As an immigrant living in the United States with a visa, you are held to a higher standard than the average citizen. If you want to renew your visa, adjust your status or become a citizen, you can expect that the United States Citizenship and Immigration Services (USCIS) will perform another background check on you, just like they did when you first applied for a visa.
While you may have intended to follow all of the laws after entering the United States, differences in culture and even communication issues caused by a language barrier could put you at risk of arrest and criminal charges. There are two circumstances in which criminal charges may affect your immigration rights.

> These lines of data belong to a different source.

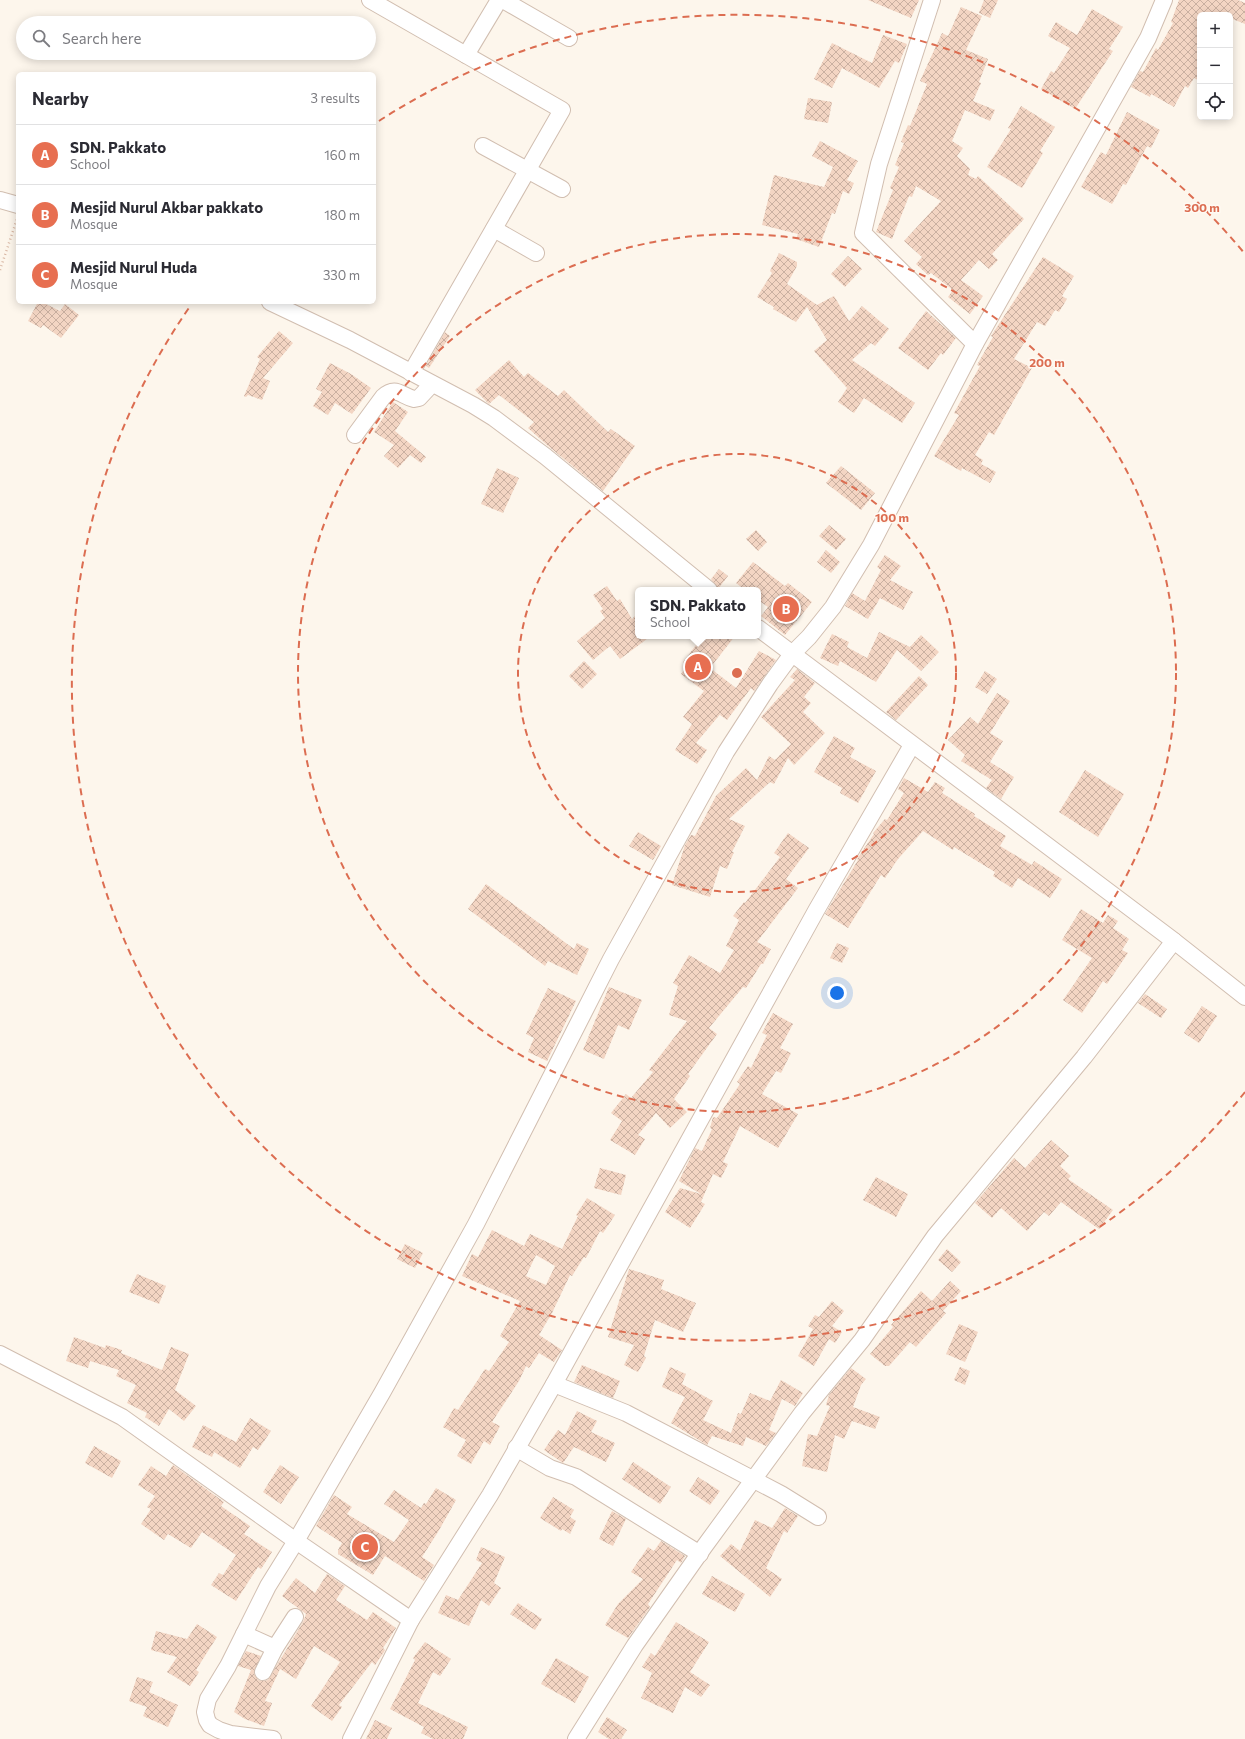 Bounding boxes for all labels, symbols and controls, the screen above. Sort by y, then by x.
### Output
map controls [1197,12,1233,120]
button: + [1197,12,1233,48]
search box [16,16,376,60]
icon: search [30,27,52,49]
text: Search here [62,29,141,47]
button: − [1197,48,1233,84]
button: locate [1197,84,1233,120]
text: Nearby [32,88,89,109]
text: 3 results [311,90,360,106]
text: SDN. Pakkato [70,138,166,156]
text: A [40,147,50,163]
text: 160 m [324,147,360,163]
text: School [70,156,110,172]
text: Mesjid Nurul Akbar pakkato [70,198,263,216]
text: 300 m [1184,200,1220,214]
text: B [41,207,49,223]
text: 180 m [324,207,360,223]
text: Mosque [70,216,118,232]
text: Mesjid Nurul Huda [70,258,197,276]
text: C [41,267,49,283]
text: 330 m [323,267,360,283]
text: Mosque [70,276,118,292]
text: 200 m [1029,355,1065,369]
text: 100 m [875,510,909,524]
popup [635,587,761,639]
pin: B [773,594,799,624]
text: SDN. Pakkato [650,596,746,614]
text: School [650,614,690,630]
pin: A [685,652,711,682]
centre of rings [730,666,744,680]
your location [827,983,847,1003]
pin: C [352,1532,378,1562]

When the offense itself meets certain criteria
The USCIS has a specific set of rules used to evaluate whether a criminal charge will affect someone’s eligibility for a visa or their right to stay in the country. Violent offenses, felonies and crimes that lead to lengthy incarceration can all affect someone’s immigration rights. Anything that the USCIS determines is a crime of moral turpitude, meaning it is offensive to moral sensibilities, could also have immigration consequences.
When the offense costs you your job or relationship
While it may not directly affect your immigration status, getting arrested and charged with a crime might cost you your job. Some companies have a zero-tolerance policy for any arrest, and even those that don’t may terminate workers accused of specific kinds of offenses, like drug crimes or acts of violence. Criminal activity can also impact your closest relationships and might lead to a divorce, which could also negatively impact your immigration circumstances.
Understanding the role of criminal records in immigration cases can help those hoping to stay in the United States.